▶ **The task**
Give an exact copy of the data that follows.

**** Information shown

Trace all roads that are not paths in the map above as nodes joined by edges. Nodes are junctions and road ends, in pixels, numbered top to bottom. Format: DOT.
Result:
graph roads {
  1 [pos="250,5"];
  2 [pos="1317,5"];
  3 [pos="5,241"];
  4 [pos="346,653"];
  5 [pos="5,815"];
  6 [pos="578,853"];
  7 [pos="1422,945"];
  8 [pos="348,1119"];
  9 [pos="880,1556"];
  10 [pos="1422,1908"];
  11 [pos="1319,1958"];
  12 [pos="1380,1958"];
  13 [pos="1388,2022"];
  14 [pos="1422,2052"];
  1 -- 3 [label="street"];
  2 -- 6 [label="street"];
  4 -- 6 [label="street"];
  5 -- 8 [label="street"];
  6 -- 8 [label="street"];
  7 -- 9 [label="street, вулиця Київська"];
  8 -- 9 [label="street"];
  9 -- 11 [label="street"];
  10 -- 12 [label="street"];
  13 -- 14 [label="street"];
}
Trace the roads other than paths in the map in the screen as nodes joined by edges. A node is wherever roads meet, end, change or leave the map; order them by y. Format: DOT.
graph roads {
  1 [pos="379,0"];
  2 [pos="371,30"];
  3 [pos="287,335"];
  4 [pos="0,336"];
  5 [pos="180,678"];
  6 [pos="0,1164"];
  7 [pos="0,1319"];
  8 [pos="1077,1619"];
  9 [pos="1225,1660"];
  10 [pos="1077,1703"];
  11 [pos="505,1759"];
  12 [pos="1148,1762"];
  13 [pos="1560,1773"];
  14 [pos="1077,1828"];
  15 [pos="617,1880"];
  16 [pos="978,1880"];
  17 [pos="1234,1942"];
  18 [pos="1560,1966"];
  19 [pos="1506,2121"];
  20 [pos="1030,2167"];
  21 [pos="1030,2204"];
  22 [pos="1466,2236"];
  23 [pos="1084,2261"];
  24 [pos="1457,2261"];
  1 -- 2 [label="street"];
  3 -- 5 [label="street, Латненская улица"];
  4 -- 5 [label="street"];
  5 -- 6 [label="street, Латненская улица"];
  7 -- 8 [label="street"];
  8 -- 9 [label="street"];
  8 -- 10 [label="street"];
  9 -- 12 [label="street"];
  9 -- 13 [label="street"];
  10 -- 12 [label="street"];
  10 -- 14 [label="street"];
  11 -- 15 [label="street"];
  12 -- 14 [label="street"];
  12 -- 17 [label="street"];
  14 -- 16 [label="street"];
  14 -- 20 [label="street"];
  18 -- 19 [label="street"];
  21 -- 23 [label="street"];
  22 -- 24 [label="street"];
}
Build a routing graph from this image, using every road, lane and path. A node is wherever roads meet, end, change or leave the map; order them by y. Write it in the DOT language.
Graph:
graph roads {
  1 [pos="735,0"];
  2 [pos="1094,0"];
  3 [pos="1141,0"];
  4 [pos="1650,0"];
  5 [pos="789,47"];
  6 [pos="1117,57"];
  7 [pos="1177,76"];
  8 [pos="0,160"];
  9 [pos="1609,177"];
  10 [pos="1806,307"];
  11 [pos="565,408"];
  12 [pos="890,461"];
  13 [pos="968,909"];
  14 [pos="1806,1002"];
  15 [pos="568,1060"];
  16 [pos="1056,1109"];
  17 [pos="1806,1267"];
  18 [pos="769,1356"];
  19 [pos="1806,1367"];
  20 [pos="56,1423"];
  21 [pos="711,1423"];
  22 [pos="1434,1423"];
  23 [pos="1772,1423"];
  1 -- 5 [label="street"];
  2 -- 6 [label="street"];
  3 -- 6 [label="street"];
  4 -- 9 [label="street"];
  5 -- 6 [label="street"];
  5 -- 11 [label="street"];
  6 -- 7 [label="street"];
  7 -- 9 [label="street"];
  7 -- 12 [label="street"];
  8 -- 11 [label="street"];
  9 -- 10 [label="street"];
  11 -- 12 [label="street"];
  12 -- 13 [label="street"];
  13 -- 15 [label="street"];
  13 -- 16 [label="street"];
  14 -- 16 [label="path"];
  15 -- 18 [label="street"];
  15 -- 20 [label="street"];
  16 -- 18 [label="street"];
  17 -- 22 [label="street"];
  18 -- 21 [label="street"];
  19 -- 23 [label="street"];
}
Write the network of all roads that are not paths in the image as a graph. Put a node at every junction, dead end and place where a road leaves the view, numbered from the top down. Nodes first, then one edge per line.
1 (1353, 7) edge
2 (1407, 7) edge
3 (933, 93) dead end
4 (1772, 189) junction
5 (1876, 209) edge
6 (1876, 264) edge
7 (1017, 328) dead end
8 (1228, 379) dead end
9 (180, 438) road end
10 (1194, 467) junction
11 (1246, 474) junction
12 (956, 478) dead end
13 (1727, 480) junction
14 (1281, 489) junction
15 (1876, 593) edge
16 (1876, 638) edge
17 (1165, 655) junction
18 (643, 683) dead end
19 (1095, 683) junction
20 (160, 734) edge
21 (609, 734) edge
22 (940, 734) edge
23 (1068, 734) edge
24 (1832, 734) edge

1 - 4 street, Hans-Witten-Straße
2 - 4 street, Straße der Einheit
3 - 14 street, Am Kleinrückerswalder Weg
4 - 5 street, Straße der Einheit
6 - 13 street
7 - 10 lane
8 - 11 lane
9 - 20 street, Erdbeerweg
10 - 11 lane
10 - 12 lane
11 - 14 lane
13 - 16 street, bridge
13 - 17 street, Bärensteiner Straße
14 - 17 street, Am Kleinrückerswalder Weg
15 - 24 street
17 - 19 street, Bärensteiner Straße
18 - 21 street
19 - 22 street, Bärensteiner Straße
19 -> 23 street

********

▶ **Exercise solution**
Trace all roads that are not paths in the map above as nodes joined by edges. Nodes are junctions and road ends, in pixels, numbered top to bottom. Format: DOT.
Result:
graph roads {
  1 [pos="250,5"];
  2 [pos="1317,5"];
  3 [pos="5,241"];
  4 [pos="346,653"];
  5 [pos="5,815"];
  6 [pos="578,853"];
  7 [pos="1422,945"];
  8 [pos="348,1119"];
  9 [pos="880,1556"];
  10 [pos="1422,1908"];
  11 [pos="1319,1958"];
  12 [pos="1380,1958"];
  13 [pos="1388,2022"];
  14 [pos="1422,2052"];
  1 -- 3 [label="street"];
  2 -- 6 [label="street"];
  4 -- 6 [label="street"];
  5 -- 8 [label="street"];
  6 -- 8 [label="street"];
  7 -- 9 [label="street, вулиця Київська"];
  8 -- 9 [label="street"];
  9 -- 11 [label="street"];
  10 -- 12 [label="street"];
  13 -- 14 [label="street"];
}
Trace the roads other than paths in the map in the screen as nodes joined by edges. A node is wherever roads meet, end, change or leave the map; order them by y. Format: DOT.
graph roads {
  1 [pos="379,0"];
  2 [pos="371,30"];
  3 [pos="287,335"];
  4 [pos="0,336"];
  5 [pos="180,678"];
  6 [pos="0,1164"];
  7 [pos="0,1319"];
  8 [pos="1077,1619"];
  9 [pos="1225,1660"];
  10 [pos="1077,1703"];
  11 [pos="505,1759"];
  12 [pos="1148,1762"];
  13 [pos="1560,1773"];
  14 [pos="1077,1828"];
  15 [pos="617,1880"];
  16 [pos="978,1880"];
  17 [pos="1234,1942"];
  18 [pos="1560,1966"];
  19 [pos="1506,2121"];
  20 [pos="1030,2167"];
  21 [pos="1030,2204"];
  22 [pos="1466,2236"];
  23 [pos="1084,2261"];
  24 [pos="1457,2261"];
  1 -- 2 [label="street"];
  3 -- 5 [label="street, Латненская улица"];
  4 -- 5 [label="street"];
  5 -- 6 [label="street, Латненская улица"];
  7 -- 8 [label="street"];
  8 -- 9 [label="street"];
  8 -- 10 [label="street"];
  9 -- 12 [label="street"];
  9 -- 13 [label="street"];
  10 -- 12 [label="street"];
  10 -- 14 [label="street"];
  11 -- 15 [label="street"];
  12 -- 14 [label="street"];
  12 -- 17 [label="street"];
  14 -- 16 [label="street"];
  14 -- 20 [label="street"];
  18 -- 19 [label="street"];
  21 -- 23 [label="street"];
  22 -- 24 [label="street"];
}
Build a routing graph from this image, using every road, lane and path. A node is wherever roads meet, end, change or leave the map; order them by y. Write it in the DOT language.
Graph:
graph roads {
  1 [pos="735,0"];
  2 [pos="1094,0"];
  3 [pos="1141,0"];
  4 [pos="1650,0"];
  5 [pos="789,47"];
  6 [pos="1117,57"];
  7 [pos="1177,76"];
  8 [pos="0,160"];
  9 [pos="1609,177"];
  10 [pos="1806,307"];
  11 [pos="565,408"];
  12 [pos="890,461"];
  13 [pos="968,909"];
  14 [pos="1806,1002"];
  15 [pos="568,1060"];
  16 [pos="1056,1109"];
  17 [pos="1806,1267"];
  18 [pos="769,1356"];
  19 [pos="1806,1367"];
  20 [pos="56,1423"];
  21 [pos="711,1423"];
  22 [pos="1434,1423"];
  23 [pos="1772,1423"];
  1 -- 5 [label="street"];
  2 -- 6 [label="street"];
  3 -- 6 [label="street"];
  4 -- 9 [label="street"];
  5 -- 6 [label="street"];
  5 -- 11 [label="street"];
  6 -- 7 [label="street"];
  7 -- 9 [label="street"];
  7 -- 12 [label="street"];
  8 -- 11 [label="street"];
  9 -- 10 [label="street"];
  11 -- 12 [label="street"];
  12 -- 13 [label="street"];
  13 -- 15 [label="street"];
  13 -- 16 [label="street"];
  14 -- 16 [label="path"];
  15 -- 18 [label="street"];
  15 -- 20 [label="street"];
  16 -- 18 [label="street"];
  17 -- 22 [label="street"];
  18 -- 21 [label="street"];
  19 -- 23 [label="street"];
}
Write the network of all roads that are not paths in the image as a graph. Put a node at every junction, dead end and place where a road leaves the view, numbered from the top down. Nodes first, then one edge per line.
1 (1353, 7) edge
2 (1407, 7) edge
3 (933, 93) dead end
4 (1772, 189) junction
5 (1876, 209) edge
6 (1876, 264) edge
7 (1017, 328) dead end
8 (1228, 379) dead end
9 (180, 438) road end
10 (1194, 467) junction
11 (1246, 474) junction
12 (956, 478) dead end
13 (1727, 480) junction
14 (1281, 489) junction
15 (1876, 593) edge
16 (1876, 638) edge
17 (1165, 655) junction
18 (643, 683) dead end
19 (1095, 683) junction
20 (160, 734) edge
21 (609, 734) edge
22 (940, 734) edge
23 (1068, 734) edge
24 (1832, 734) edge

1 - 4 street, Hans-Witten-Straße
2 - 4 street, Straße der Einheit
3 - 14 street, Am Kleinrückerswalder Weg
4 - 5 street, Straße der Einheit
6 - 13 street
7 - 10 lane
8 - 11 lane
9 - 20 street, Erdbeerweg
10 - 11 lane
10 - 12 lane
11 - 14 lane
13 - 16 street, bridge
13 - 17 street, Bärensteiner Straße
14 - 17 street, Am Kleinrückerswalder Weg
15 - 24 street
17 - 19 street, Bärensteiner Straße
18 - 21 street
19 - 22 street, Bärensteiner Straße
19 -> 23 street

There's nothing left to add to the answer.